Truth be told, I still cannot fly the "baby murderer" banner over my memory of any of those young women, but I no longer find abortion morally ambivalent. Rather, it is a decision that puts the interests of one human being over another. Furthermore, it does not exist in the abstract of philosophy classes; it terminates an actually beating heart, leaves unopened eyes closed forever and brutally cuts short the unchartered future of an unwanted child.
Of course, organizations like the National Organization for Women prefer to keep some distance from the concrete realities of abortion by swaddling them in kinder words like "family planning," to which no one can possibly object, but the reality is this "choice" corrects what was "unplanned" by killing a fetus. Preserving the right to have an abortion is a major plank in the Democratic Party's national platform, so it is important to examine how mainstream Democrats frame the issue.
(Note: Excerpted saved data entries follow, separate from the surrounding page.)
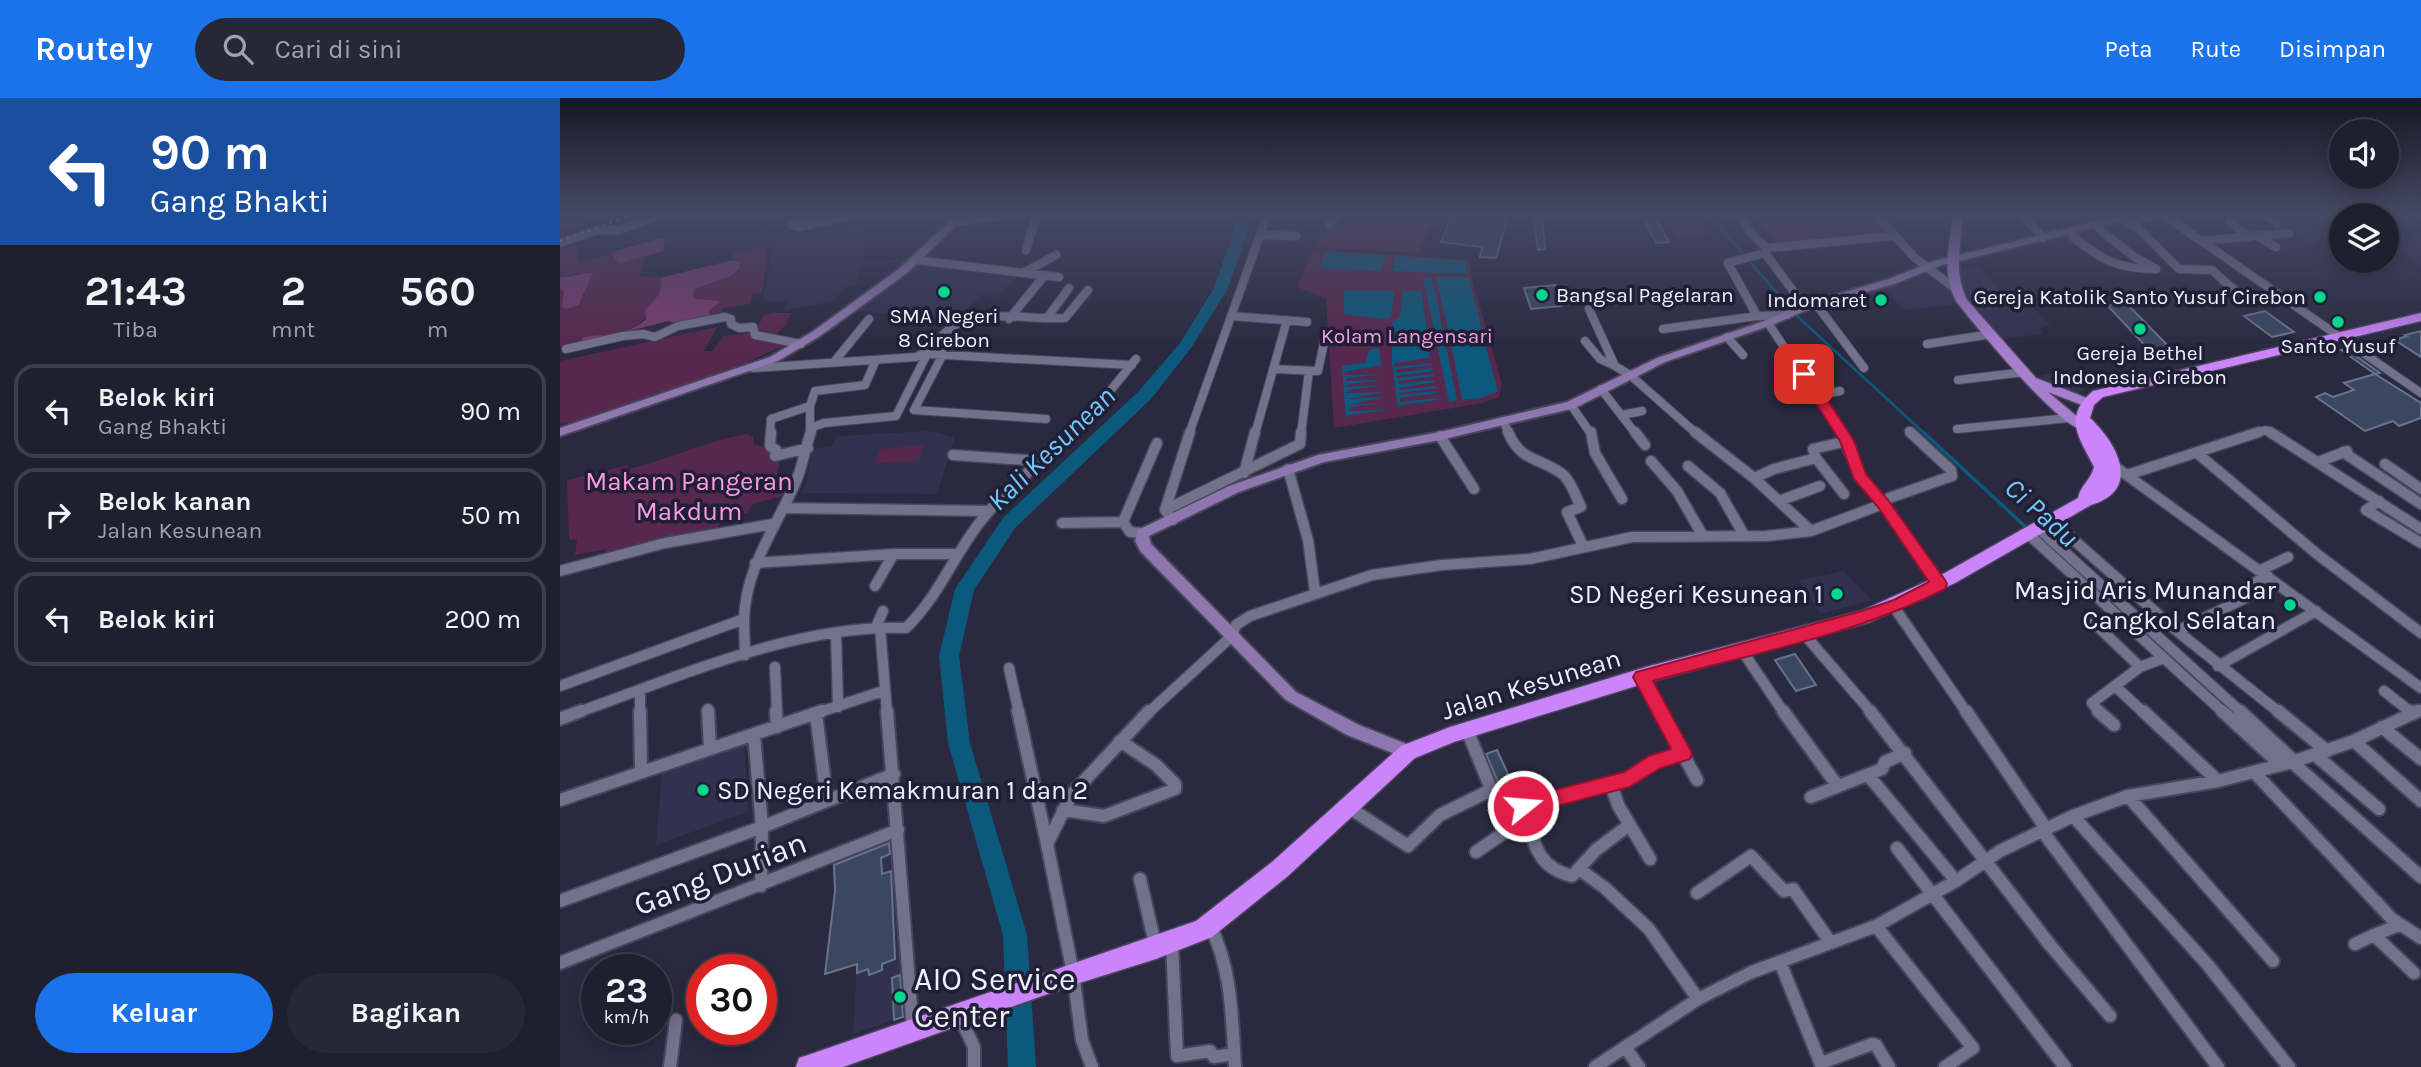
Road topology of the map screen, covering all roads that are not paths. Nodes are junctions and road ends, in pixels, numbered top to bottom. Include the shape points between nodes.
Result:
1 (1050, 258) edge
2 (1253, 258) edge
3 (1750, 258) edge
4 (1772, 258) edge
5 (1916, 258) edge
6 (1953, 258) edge
7 (1975, 258) edge
8 (1979, 258) edge
9 (2099, 258) edge
10 (2137, 258) edge
11 (2168, 258) edge
12 (2225, 258) edge
13 (915, 260) joint
14 (1952, 265) junction
15 (1926, 268) junction
16 (1023, 274) junction
17 (1044, 276) junction
18 (1059, 278) dead end
19 (1953, 287) junction
20 (1069, 288) dead end
21 (1088, 290) dead end
22 (1060, 298) junction
23 (2280, 298) junction
24 (1080, 301) junction
25 (1807, 306) junction
26 (1589, 309) dead end
27 (1232, 316) junction
28 (2421, 317) edge
29 (1047, 318) junction
30 (869, 319) dead end
31 (1009, 319) junction
32 (1287, 320) junction
33 (1763, 320) junction
34 (1307, 322) dead end
35 (1663, 329) dead end
36 (1992, 334) junction
37 (2337, 336) junction
38 (1727, 337) junction
39 (1325, 338) dead end
40 (1585, 341) dead end
41 (801, 344) junction
42 (1927, 344) dead end
43 (566, 349) dead end
44 (927, 354) junction
45 (943, 354) junction
46 (1743, 355) dead end
47 (876, 360) junction
48 (834, 362) junction
49 (1615, 366) junction
50 (753, 368) junction
51 (1864, 368) dead end
52 (1273, 369) junction
53 (1309, 371) junction
54 (1630, 374) junction
55 (2028, 376) junction
56 (1958, 380) dead end
57 (1601, 389) junction
58 (1840, 391) dead end
59 (2421, 393) edge
60 (1818, 395) junction
61 (1571, 405) junction
62 (810, 406) junction
63 (1642, 411) dead end
64 (1622, 415) junction
65 (2079, 417) junction
66 (1046, 419) dead end
67 (1504, 422) junction
68 (1956, 429) dead end
69 (560, 432) edge
70 (1909, 432) dead end
71 (810, 433) junction
72 (1440, 436) junction
73 (1847, 441) junction
74 (1157, 443) dead end
75 (1645, 445) dead end
76 (808, 448) junction
77 (2197, 453) junction
78 (953, 454) dead end
79 (2096, 456) junction
80 (1816, 458) junction
81 (1040, 461) junction
82 (1651, 461) dead end
83 (2318, 462) junction
84 (2113, 464) junction
85 (2385, 464) dead end
86 (1688, 466) dead end
87 (1287, 469) junction
88 (1244, 473) junction
89 (2127, 475) junction
90 (1754, 478) junction
91 (1820, 486) dead end
92 (1474, 489) dead end
93 (2421, 489) edge
94 (1844, 494) dead end
95 (1622, 499) dead end
96 (1779, 501) junction
97 (2085, 501) junction
98 (2379, 501) junction
99 (1883, 503) junction
100 (2421, 504) edge
101 (783, 508) junction
102 (989, 511) junction
103 (1169, 515) junction
104 (1123, 522) junction
105 (1062, 523) dead end
106 (773, 524) junction
107 (2043, 524) junction
108 (2421, 529) edge
109 (1811, 531) junction
110 (1143, 533) junction
111 (1744, 535) junction
112 (1703, 536) junction
113 (2421, 543) edge
114 (1583, 546) junction
115 (958, 554) junction
116 (893, 555) junction
117 (2288, 557) dead end
118 (755, 563) junction
119 (560, 571) edge
120 (2264, 573) junction
121 (1939, 584) junction
122 (875, 586) dead end
123 (1315, 592) junction
124 (1894, 607) junction
125 (883, 611) dead end
126 (2316, 611) junction
127 (744, 619) junction
128 (2094, 623) dead end
129 (878, 627) junction
130 (2177, 632) junction
131 (836, 633) junction
132 (2421, 633) edge
133 (1804, 634) junction
134 (1232, 636) junction
135 (1741, 649) junction
136 (745, 655) junction
137 (2164, 658) junction
138 (2218, 666) junction
139 (775, 667) dead end
140 (2140, 667) junction
141 (1009, 668) dead end
142 (1642, 677) junction
143 (560, 686) edge
144 (2116, 687) junction
145 (2421, 688) edge
146 (640, 691) junction
147 (883, 691) junction
148 (2384, 691) dead end
149 (838, 707) junction
150 (708, 709) dead end
151 (2417, 712) edge
152 (816, 713) junction
153 (560, 719) edge
154 (2114, 725) dead end
155 (777, 727) junction
156 (2382, 727) junction
157 (1467, 730) junction
158 (754, 734) junction
159 (1120, 741) junction
160 (2354, 741) junction
161 (710, 748) junction
162 (2327, 751) junction
163 (1409, 752) junction
164 (1683, 753) junction
165 (1905, 753) junction
166 (2314, 754) junction
167 (2421, 759) edge
168 (2287, 763) junction
169 (641, 772) junction
170 (2255, 773) junction
171 (894, 774) junction
172 (1868, 775) junction
173 (1697, 780) dead end
174 (2218, 781) junction
175 (1611, 784) junction
176 (1838, 785) junction
177 (1491, 790) junction
178 (2128, 796) junction
179 (1811, 797) dead end
180 (560, 800) edge
181 (827, 800) junction
182 (2421, 801) edge
183 (1349, 807) junction
184 (2379, 809) dead end
185 (1063, 810) junction
186 (2073, 816) junction
187 (1530, 823) junction
188 (1629, 825) junction
189 (762, 827) junction
190 (898, 830) junction
191 (1508, 830) junction
192 (2045, 831) junction
193 (1047, 844) junction
194 (1897, 848) dead end
195 (1476, 852) dead end
196 (1650, 859) dead end
197 (1986, 859) junction
198 (1579, 869) junction
199 (2421, 877) edge
200 (1140, 879) dead end
201 (1956, 881) junction
202 (761, 886) junction
203 (1697, 893) dead end
204 (1933, 895) junction
205 (560, 901) edge
206 (1210, 925) junction
207 (2399, 925) junction
208 (1876, 926) junction
209 (2374, 935) junction
210 (2421, 938) edge
211 (1831, 943) junction
212 (2355, 944) dead end
213 (1164, 945) junction
214 (2273, 961) dead end
215 (1780, 962) junction
216 (560, 963) edge
217 (2414, 974) dead end
218 (1069, 975) junction
219 (1698, 999) junction
220 (967, 1011) junction
221 (2110, 1016) dead end
222 (676, 1020) dead end
223 (914, 1030) junction
224 (1625, 1047) junction
225 (1234, 1061) edge
226 (1822, 1065) edge
227 (670, 1067) edge
228 (808, 1067) edge
229 (974, 1067) edge
230 (1092, 1067) edge
231 (1595, 1067) edge
232 (1639, 1067) edge
233 (1889, 1067) edge
234 (1945, 1067) edge
235 (2066, 1067) edge
236 (2218, 1067) edge
237 (2289, 1067) edge

1 - 16 street
2 - 27 street
3 - 33 street via 1728,263 1728,268
4 - 25 street
5 - 15 street
6 - 14 main road
7 - 14 street
8 - 14 street
9 - 10 street via 2125,270 2156,269
11 - 23 street via 2179,269 2212,270 2238,296 2252,301
12 - 23 street
13 - 16 street
13 - 41 street
14 - 15 street
14 - 19 main road
15 - 19 street
15 - 25 street
16 - 17 street
17 - 18 street
17 - 31 street
19 - 36 main road
20 - 22 street
21 - 24 street
22 - 24 street
22 - 29 street
23 - 37 street
24 - 29 street via 1065,318
25 - 33 street
25 - 51 street
26 - 49 street
27 - 32 street
27 - 103 street via 1172,482
28 - 37 highway
29 - 31 street
30 - 48 street
31 - 44 street via 960,323
32 - 34 street
32 - 52 street
33 - 35 street
33 - 38 street
33 - 60 street
36 - 42 street
36 - 55 main road
37 - 59 street
37 - 65 highway via 2104,392
38 - 46 street
38 - 54 street
39 - 53 street via 1319,370
40 - 49 street via 1600,359
41 - 43 street via 755,335 753,327 736,327 725,317 678,326 655,337 623,335
41 - 50 street
44 - 45 street
44 - 47 street
44 - 71 street via 896,416 816,424
45 - 66 street via 914,410
45 - 81 street via 1134,362 1104,402
47 - 48 street
47 - 62 street via 865,385 818,388
48 - 50 street
49 - 54 street
50 - 69 street
52 - 53 street
52 - 88 street
53 - 88 street via 1301,442
54 - 57 street
54 - 90 street
55 - 56 street
55 - 65 main road
55 - 65 main road
57 - 61 street
57 - 64 street
58 - 60 street
60 - 73 street
61 - 67 street
61 - 95 street via 1591,432 1595,453
62 - 71 street
62 - 76 street via 771,419 770,446 776,456
63 - 64 street
64 - 75 street
65 - 68 street
65 - 79 highway
65 - 84 highway via 2093,428
67 - 72 street
67 - 114 street via 1523,455 1564,475 1581,507 1567,512
70 - 99 street via 1954,475
71 - 76 street
72 - 87 street via 1334,455
72 - 92 street
73 - 80 street via 1813,449
73 - 99 street via 1859,475
74 - 104 street
76 - 101 street
77 - 83 street via 2266,430
77 - 89 street
77 - 132 street via 2317,554
78 - 81 street
79 - 84 street
79 - 97 highway via 2102,467
80 - 90 street
80 - 94 street
81 - 102 street
82 - 112 street via 1677,491
83 - 98 street
83 - 100 street via 2346,451
84 - 89 street
84 - 97 highway, Jalan Kesunean via 2107,494
85 - 93 street
86 - 111 street via 1720,493
87 - 103 street
87 - 123 street via 1308,540
88 - 103 street
89 - 120 street
90 - 96 street
91 - 96 street
96 - 109 street
97 - 107 highway, Jalan Kesunean
98 - 108 street
98 - 113 street via 2367,510
99 - 109 street
99 - 121 street
101 - 102 street
101 - 106 street
102 - 115 street
103 - 110 street
104 - 105 street
104 - 110 street via 1130,531
106 - 118 street
106 - 119 street via 665,543
107 - 121 highway, Jalan Kesunean
107 - 130 street
107 - 137 street
107 - 168 street
109 - 111 street
110 - 134 street via 1146,548
111 - 112 street
112 - 114 street via 1632,537
114 - 123 street via 1530,559 1405,569
115 - 116 street
115 - 129 street via 911,624 900,630
116 - 118 street
116 - 122 street
117 - 120 street
118 - 127 street
120 - 126 street
120 - 130 street via 2248,587 2254,594
121 - 124 highway, Jalan Kesunean
123 - 134 street via 1250,616 1236,625
124 - 133 highway, Jalan Kesunean
124 - 192 street
125 - 129 street
126 - 138 street
126 - 145 street
127 - 136 street
127 - 143 street
128 - 140 street
129 - 131 street
129 - 147 street
130 - 138 street
131 - 136 street
131 - 149 street
133 - 135 highway, Jalan Kesunean
133 - 165 street
134 - 159 street
134 - 163 street via 1291,696 1353,730
135 - 142 highway, Jalan Kesunean
135 - 176 street
136 - 146 street
137 - 140 street
137 - 168 street
138 - 162 street
139 - 155 street
140 - 144 street
141 - 193 street
142 - 157 highway, Jalan Kesunean
142 - 164 street
144 - 154 street via 2092,703
144 - 174 street
146 - 153 street
146 - 169 street
147 - 149 street
147 - 171 street
148 - 151 street
149 - 152 street
150 - 161 street
151 - 156 street
152 - 155 street
152 - 181 street
155 - 158 street
156 - 160 street
156 - 167 street
157 - 163 highway, Jalan Kesunean
157 - 177 street
158 - 161 street
158 - 189 street
159 - 185 street
159 - 185 street via 1156,765 1176,788 1114,814 1088,816
160 - 162 street
160 - 182 street
161 - 169 street
162 - 166 street
163 - 183 highway, Jalan Kesunean
164 - 173 street
164 - 175 street
165 - 172 street
165 - 197 street
166 - 168 street
166 - 184 street
168 - 170 street
168 - 199 street
169 - 180 street
170 - 174 street
170 - 207 street
171 - 181 street
171 - 190 street
172 - 176 street
172 - 201 street
174 - 178 street
175 - 187 street via 1525,804
175 - 188 street
176 - 179 street
177 - 183 street via 1440,815 1408,846
177 - 191 street
178 - 186 street
178 - 214 street
181 - 189 street
183 - 206 highway, Jalan Kesunean
185 - 193 street
186 - 192 street
186 - 237 street via 2207,964
187 - 191 street
187 - 198 street via 1539,855 1548,867 1568,876
188 - 196 street
188 - 198 street
189 - 202 street
189 - 205 street
190 - 202 street, Gang Durian
190 - 223 street
191 - 195 street
192 - 197 street
192 - 236 street
193 - 218 street
194 - 204 street
197 - 201 street
197 - 221 street
198 - 219 street via 1650,929
200 - 213 street
201 - 204 street
202 - 216 street, Gang Durian
203 - 211 street via 1751,856 1784,891 1793,889
204 - 208 street
204 - 235 street
206 - 213 highway, Jalan Kesunean
206 - 225 street via 1230,988
207 - 209 street
207 - 210 street
208 - 211 street
208 - 234 street via 1973,1048
209 - 212 street
209 - 217 street
211 - 215 street
213 - 218 highway, Jalan Kesunean
213 - 225 street via 1177,1056 1210,1051 1214,1057
215 - 219 street
215 - 226 street
218 - 220 highway, Jalan Kesunean
218 - 230 street
219 - 224 street
220 - 223 highway, Jalan Kesunean
220 - 229 street
222 - 227 street
223 - 228 highway, Jalan Kesunean
224 - 231 street
224 - 232 street
226 - 233 street via 1872,1044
Hillary Clinton has long been a powerhouse in Washington. On Jan. 22, 1999, she addressed NARAL - a powerful lobby group that supports abortion - and said the goal of pro-choicers is to keep abortion "safe, legal and rare into the next century." This has remained the main talking point of the left: safe, legal and rare.
The problem with this position is a simple one. To make abortion acceptable at all, one must make it morally ambivalent. One must talk about life not beginning at conception. One must say that it's only tissue growing in a woman's womb rather than a person. One might even be more radical like bioethics professor Peter Singer of Princeton, who argues that even a newborn is not intellectually aware and thus cannot be considered a human being.
Per his logic, there is nothing immoral about making the choice to leave an undesirable baby in a dumpster. Certainly there is no problem with killing a baby that has survived a late-term abortion. (Apparently he's not all that up on the mentally-disabled either.)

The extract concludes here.